"I'll jump again if I want," Emma said, but she made no effort to break away from me. I had a feeling she'd scared herself. The water was deep, and she couldn't do much more than dog-paddle a few feet.

  On the sand, the three of us built castles. Neither Emma nor Sissy said a word to me. They sat close together, their heads almost touching, whispering and giggling.

  "It's rude to whisper," I told Emma.

  Sissy smirked. "So? Nobody invited you to play with us."

  Emma carefully duplicated Sissy's smirk. "Why don't you go home? Sissy can be my babysitter."

  "Two's company, three's a crowd," Sissy added. "Don't you know that yet?"

  "If anyone should go home, you should!" I wanted to slap Sissy's nasty little face, but I knew that would only make things worse.

  "Just ignore Ali," Sissy told Emma. "We don't like her, and we don't care what she says or what she does. She's mean."

  "Meanie," Emma said. "Ali's a big fat meanie."

  "Ali's so mean, Hell wouldn't want her." Sissy's eyes gleamed with malice.

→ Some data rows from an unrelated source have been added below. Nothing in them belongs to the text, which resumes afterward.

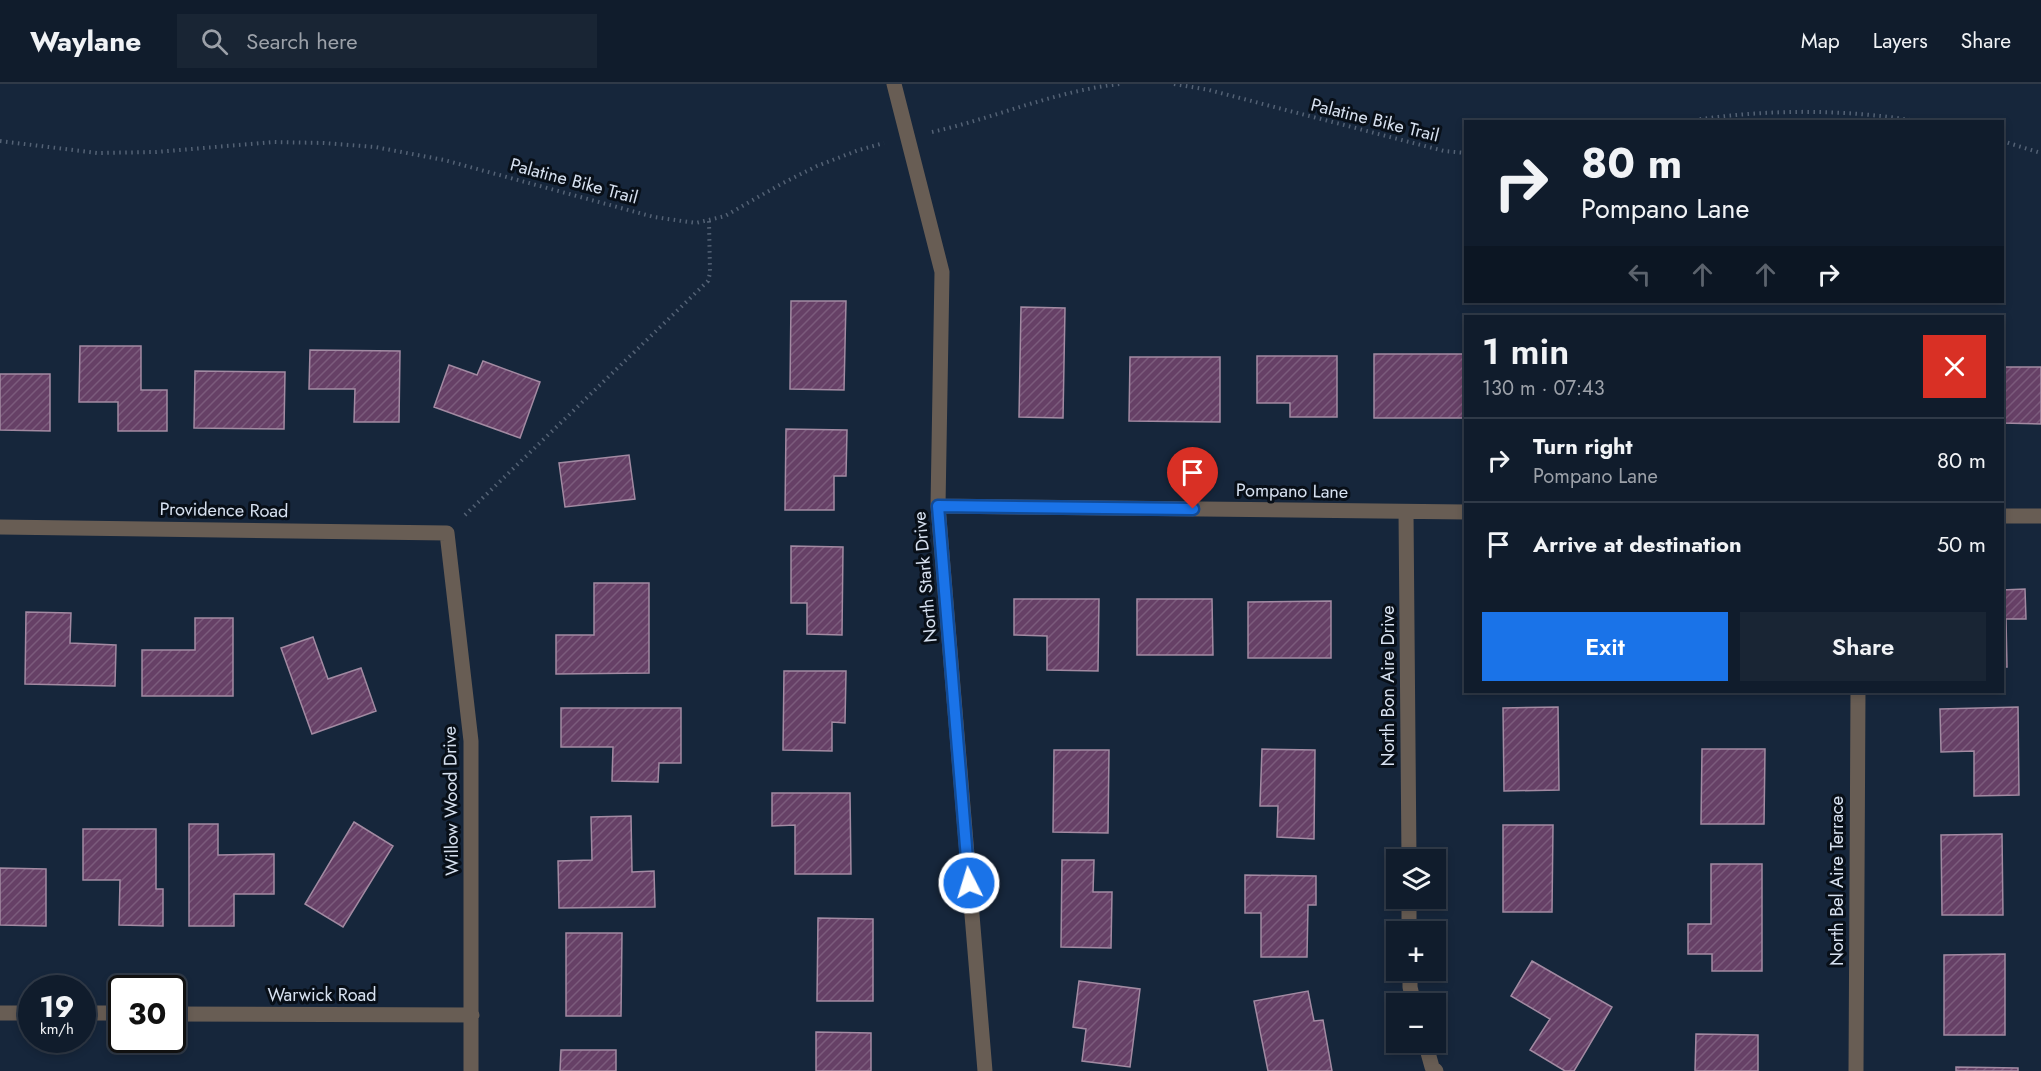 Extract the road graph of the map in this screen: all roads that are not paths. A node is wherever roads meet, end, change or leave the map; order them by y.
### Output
1 (894, 84) edge
2 (938, 506) junction
3 (1406, 512) junction
4 (1464, 512) edge
5 (2004, 516) edge
6 (2041, 516) edge
7 (0, 527) edge
8 (447, 532) joint
9 (1858, 693) edge
10 (1409, 849) edge
11 (0, 1013) edge
12 (18, 1013) edge
13 (186, 1014) edge
14 (472, 1015) junction
15 (1428, 1053) edge
16 (471, 1071) edge
17 (985, 1071) edge
18 (1436, 1071) edge
19 (1856, 1071) edge

1 - 2 street, North Stark Drive
2 - 3 street, Pompano Lane
2 - 17 street, North Stark Drive
3 - 4 street, Pompano Lane
3 - 10 street, North Bon Aire Drive
5 - 6 street
7 - 8 street, Providence Road
8 - 14 street, Willow Wood Drive
9 - 19 street, North Bel Aire Terrace
11 - 12 street
13 - 14 street, Warwick Road
14 - 16 street, Willow Wood Drive
15 - 18 street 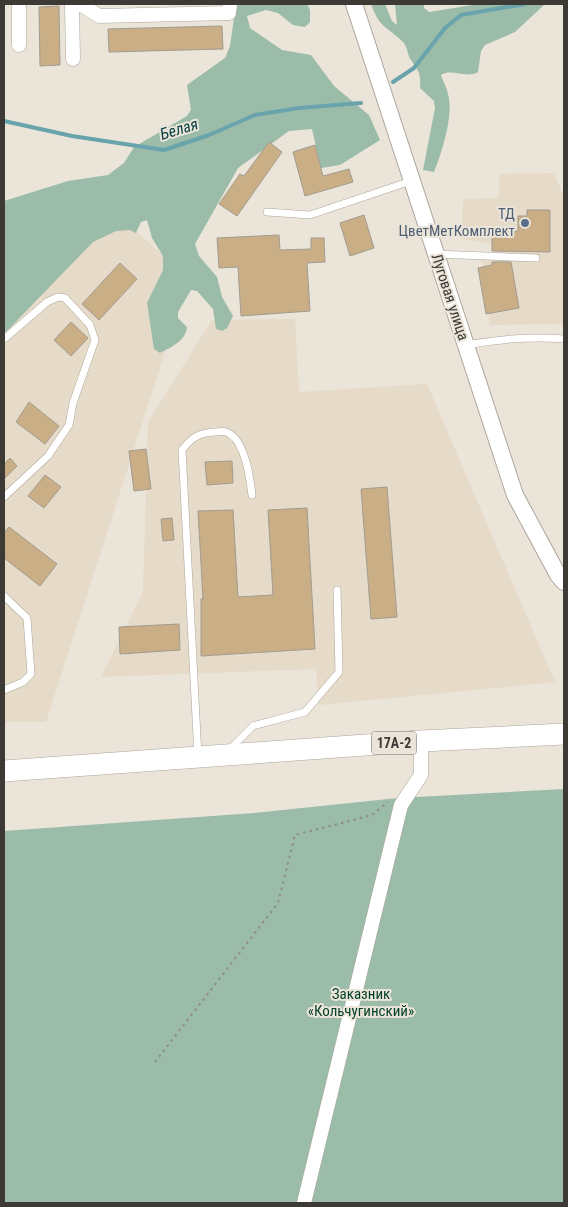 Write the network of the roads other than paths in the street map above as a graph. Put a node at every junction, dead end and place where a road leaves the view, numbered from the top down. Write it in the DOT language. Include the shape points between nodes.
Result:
graph roads {
  1 [pos="19,4"];
  2 [pos="72,4"];
  3 [pos="80,4"];
  4 [pos="230,4"];
  5 [pos="354,4"];
  6 [pos="19,45"];
  7 [pos="73,59"];
  8 [pos="412,180"];
  9 [pos="267,212"];
  10 [pos="436,254"];
  11 [pos="536,258"];
  12 [pos="4,339"];
  13 [pos="564,339"];
  14 [pos="466,345"];
  15 [pos="252,495"];
  16 [pos="4,497"];
  17 [pos="564,582"];
  18 [pos="337,590"];
  19 [pos="4,596"];
  20 [pos="4,690"];
  21 [pos="564,734"];
  22 [pos="421,741"];
  23 [pos="224,755"];
  24 [pos="198,756"];
  25 [pos="4,770"];
  26 [pos="304,1203"];
  1 -- 6 [label="street"];
  2 -- 7 [label="street"];
  3 -- 4 [label="street" via="99,16 229,13"];
  5 -- 8 [label="street, Луговая улица"];
  8 -- 9 [label="lane" via="310,215"];
  8 -- 10 [label="street, Луговая улица"];
  10 -- 11 [label="lane"];
  10 -- 14 [label="street, Луговая улица"];
  12 -- 16 [label="lane" via="40,307 58,297 65,298 90,325 95,340 69,425 48,456"];
  13 -- 14 [label="lane" via="535,337"];
  14 -- 17 [label="street, Луговая улица" via="515,495"];
  15 -- 24 [label="lane" via="244,454 236,439 226,432 204,432 192,437 182,450"];
  18 -- 23 [label="lane" via="340,672 305,712 252,726"];
  19 -- 20 [label="lane" via="27,618 31,674 23,682"];
  21 -- 22 [label="main road, 17А-2"];
  22 -- 23 [label="main road, 17А-2"];
  22 -- 26 [label="street" via="421,775 401,805"];
  23 -- 24 [label="main road, 17А-2"];
  24 -- 25 [label="main road, 17А-2"];
} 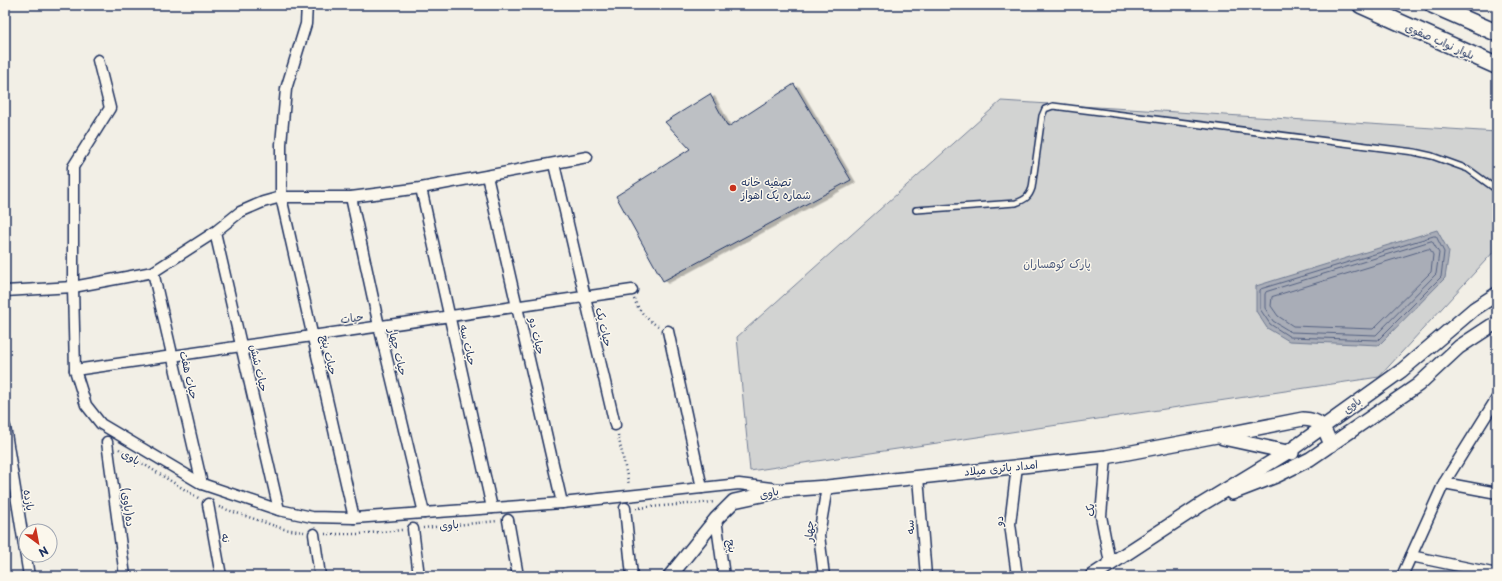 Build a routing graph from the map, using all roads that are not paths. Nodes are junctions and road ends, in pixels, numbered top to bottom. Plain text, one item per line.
1 (307, 5) edge
2 (1362, 5) edge
3 (1433, 5) edge
4 (1497, 33) edge
5 (98, 60) dead end
6 (1497, 66) edge
7 (587, 158) dead end
8 (554, 164) junction
9 (487, 176) junction
10 (421, 188) junction
11 (1497, 190) edge
12 (281, 197) junction
13 (352, 197) junction
14 (916, 210) dead end
15 (215, 232) junction
16 (153, 272) junction
17 (73, 287) junction
18 (632, 290) road end
19 (5, 291) edge
20 (1497, 294) edge
21 (585, 296) junction
22 (518, 306) junction
23 (449, 316) junction
24 (1497, 324) edge
25 (379, 326) junction
26 (668, 330) road end
27 (313, 336) junction
28 (241, 346) junction
29 (172, 356) junction
30 (75, 370) junction
31 (1497, 398) edge
32 (1492, 414) edge
33 (615, 425) road end
34 (1323, 426) junction
35 (5, 427) edge
36 (1217, 436) junction
37 (107, 442) road end
38 (1331, 444) junction
39 (1288, 452) junction
40 (1106, 456) junction
41 (1310, 459) junction
42 (1017, 466) junction
43 (918, 477) junction
44 (1444, 482) junction
45 (202, 484) junction
46 (827, 487) junction
47 (702, 488) junction
48 (784, 490) junction
49 (1497, 494) edge
50 (562, 503) junction
51 (208, 504) road end
52 (1199, 506) junction
53 (492, 508) junction
54 (625, 508) road end
55 (279, 510) junction
56 (424, 513) junction
57 (354, 518) junction
58 (716, 519) junction
59 (508, 520) road end
60 (413, 529) road end
61 (314, 534) road end
62 (1411, 556) junction
63 (1110, 563) junction
64 (1497, 574) edge
65 (29, 576) edge
66 (125, 576) edge
67 (221, 576) edge
68 (320, 576) edge
69 (420, 576) edge
70 (518, 576) edge
71 (632, 576) edge
72 (670, 576) edge
73 (724, 576) edge
74 (824, 576) edge
75 (926, 576) edge
76 (1017, 576) edge
77 (1092, 576) edge
78 (1402, 576) edge

1 - 12 street, حیات پنج
2 - 6 main road, بلوار نواب صفوی
3 - 4 main road
5 - 17 street, باوی
7 - 8 street
8 - 9 street
8 - 21 street, حیات یک
9 - 10 street
9 - 22 street, حیات دو
10 - 13 street
10 - 23 street, حیات سه
11 - 14 lane
12 - 13 street
12 - 15 street
12 - 27 street, حیات پنج
13 - 25 street, حیات چهار
15 - 16 street
15 - 28 street, حیات شش
16 - 17 street
16 - 29 street, حیات هفت
17 - 19 street
17 - 30 street, باوی
18 - 21 street, حیات
20 - 34 street, باوی
21 - 22 street, حیات
21 - 33 street, حیات یک
22 - 23 street, حیات
22 - 50 street, حیات دو
23 - 25 street, حیات
23 - 53 street, حیات سه
24 - 38 street, باوی
25 - 27 street, حیات
25 - 56 street, حیات چهار
26 - 47 street
27 - 28 street, حیات
27 - 57 street, حیات پنج
28 - 29 street, حیات
28 - 55 street, حیات شش
29 - 30 street, حیات
29 - 45 street, حیات هفت
30 - 45 street, باوی
31 - 32 street
32 - 44 street
34 - 36 street, امداد باتری میلاد
34 - 38 street
34 - 39 street, باوی
35 - 65 street, یازده
36 - 39 street, امداد باتری میلاد
36 - 40 street, امداد باتری میلاد
37 - 66 street, ده(باوی)
38 - 41 street, باوی
39 - 41 street, امداد باتری میلاد
39 - 52 street, باوی
40 - 42 street, امداد باتری میلاد
40 - 63 street, یک
41 - 52 street, باوی
42 - 43 street, امداد باتری میلاد
42 - 76 street, دو
43 - 46 street, امداد باتری میلاد
43 - 75 street, سه
44 - 49 street
44 - 62 street
45 - 55 street, باوی
46 - 48 street, امداد باتری میلاد
46 - 74 street, چهار
47 - 48 street, باوی
47 - 50 street, باوی
48 - 58 street, باوی
50 - 53 street, باوی
51 - 67 street, نه
52 - 63 street, باوی
53 - 56 street, باوی
54 - 71 street
55 - 57 street, باوی
56 - 57 street, باوی
58 - 72 street
58 - 73 street, پنج
59 - 70 street
60 - 69 street
61 - 68 street
62 - 64 street
62 - 78 street
63 - 77 street, باوی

  Emma stared at her new friend, shocked, I think, by the word "Hell." Sissy smiled and bent over her castle, already bigger than the one she'd built yesterday. "It's not bad to say 'Hell,'" she told Emma. "It's in the Bible."

  Emma glanced at me to see what I thought about this. I shook my head, but Sissy pulled Emma close and began whispering in her ear. Emma looked surprised. Then she giggled and whispered something in Sissy's ear that made her laugh.

  I pulled Emma away. "What are you telling her?" I asked Sissy.

  "Nothing." Sissy pressed her hands over her mouth and laughed.

  "Nothing." Emma covered her mouth and laughed, too. She sounded just like Sissy.

  I wanted to get up and leave, but I couldn't abandon Emma. Instead, I moved a few feet away and watched the two of them. Their castles grew bigger and more elaborate. Everything Sissy did to hers, Emma copied. It was pathetic.

  "It's nearly lunchtime," I told Emma. "Why don't we go back to the studio and get your mom?"

  "Do you want to eat lunch with me?" Emma asked Sissy.

  She shook her head. "It's almost time for me to go home."

  "I thought you didn't have any rules," I said. "I thought you could do whatever you want."

  Sissy gave me a long cold look. "Maybe I want to go home."

  "But you don't have to go," Emma persisted. "My mommy's very nice. She fixes good peanut butter and jelly sandwiches."

  Sissy made a face. "I hate peanut butter and jelly sandwiches."

  "I hate them, too," Emma put in quickly. "Mommy can fix something else for us. Tuna salad, maybe."

  I happened to know Emma despised tuna salad, but I didn't say anything. What was the use? She probably thought it sounded more grown up than peanut butter and jelly.

  "I don't want to eat at your house." Sissy looked at me. "Not with Ali there."

  "Maybe we could have a picnic, just you and me," Emma said. "Outside on the deck."

  "Some other time." Sissy stood up and looked down at the castles. "They're pretty enough for a mermaid to live in," she said. "Do you like mermaids, Em?"

  "I saw The Little Mermaid ten, twelve, a dozen times. It's my favorite movie."

  Sissy tossed her head to get her hair out of her eyes. "Twelve is the same as a dozen, dummy."

  "I'm not a dummy," Emma said. "I just—"

  With a sudden jerk of her foot, Sissy kicked Emma's castle down.

  "You ruined my castle," Emma wailed. "Now a mermaid can't live in it."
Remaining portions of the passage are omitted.